Collected data
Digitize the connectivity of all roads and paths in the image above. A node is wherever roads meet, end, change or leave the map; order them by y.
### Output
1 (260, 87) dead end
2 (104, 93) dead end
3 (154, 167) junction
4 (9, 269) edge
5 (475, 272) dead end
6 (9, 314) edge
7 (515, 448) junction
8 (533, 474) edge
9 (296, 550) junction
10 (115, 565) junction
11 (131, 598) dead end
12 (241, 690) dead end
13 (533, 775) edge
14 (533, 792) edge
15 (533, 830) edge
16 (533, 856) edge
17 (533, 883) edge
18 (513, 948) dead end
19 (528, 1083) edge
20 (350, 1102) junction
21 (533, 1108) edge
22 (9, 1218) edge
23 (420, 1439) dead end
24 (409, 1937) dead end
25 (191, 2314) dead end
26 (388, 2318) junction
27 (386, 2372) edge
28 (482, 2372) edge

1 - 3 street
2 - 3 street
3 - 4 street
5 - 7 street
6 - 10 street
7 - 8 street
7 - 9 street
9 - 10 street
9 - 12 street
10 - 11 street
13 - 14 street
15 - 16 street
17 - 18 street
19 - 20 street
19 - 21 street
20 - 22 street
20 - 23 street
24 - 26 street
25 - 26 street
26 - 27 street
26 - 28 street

What the exercise asks
Could you reproduce all of the entries above exactly?

Solved exercise
Digitize the connectivity of all roads and paths in the image above. A node is wherever roads meet, end, change or leave the map; order them by y.
### Output
1 (260, 87) dead end
2 (104, 93) dead end
3 (154, 167) junction
4 (9, 269) edge
5 (475, 272) dead end
6 (9, 314) edge
7 (515, 448) junction
8 (533, 474) edge
9 (296, 550) junction
10 (115, 565) junction
11 (131, 598) dead end
12 (241, 690) dead end
13 (533, 775) edge
14 (533, 792) edge
15 (533, 830) edge
16 (533, 856) edge
17 (533, 883) edge
18 (513, 948) dead end
19 (528, 1083) edge
20 (350, 1102) junction
21 (533, 1108) edge
22 (9, 1218) edge
23 (420, 1439) dead end
24 (409, 1937) dead end
25 (191, 2314) dead end
26 (388, 2318) junction
27 (386, 2372) edge
28 (482, 2372) edge

1 - 3 street
2 - 3 street
3 - 4 street
5 - 7 street
6 - 10 street
7 - 8 street
7 - 9 street
9 - 10 street
9 - 12 street
10 - 11 street
13 - 14 street
15 - 16 street
17 - 18 street
19 - 20 street
19 - 21 street
20 - 22 street
20 - 23 street
24 - 26 street
25 - 26 street
26 - 27 street
26 - 28 street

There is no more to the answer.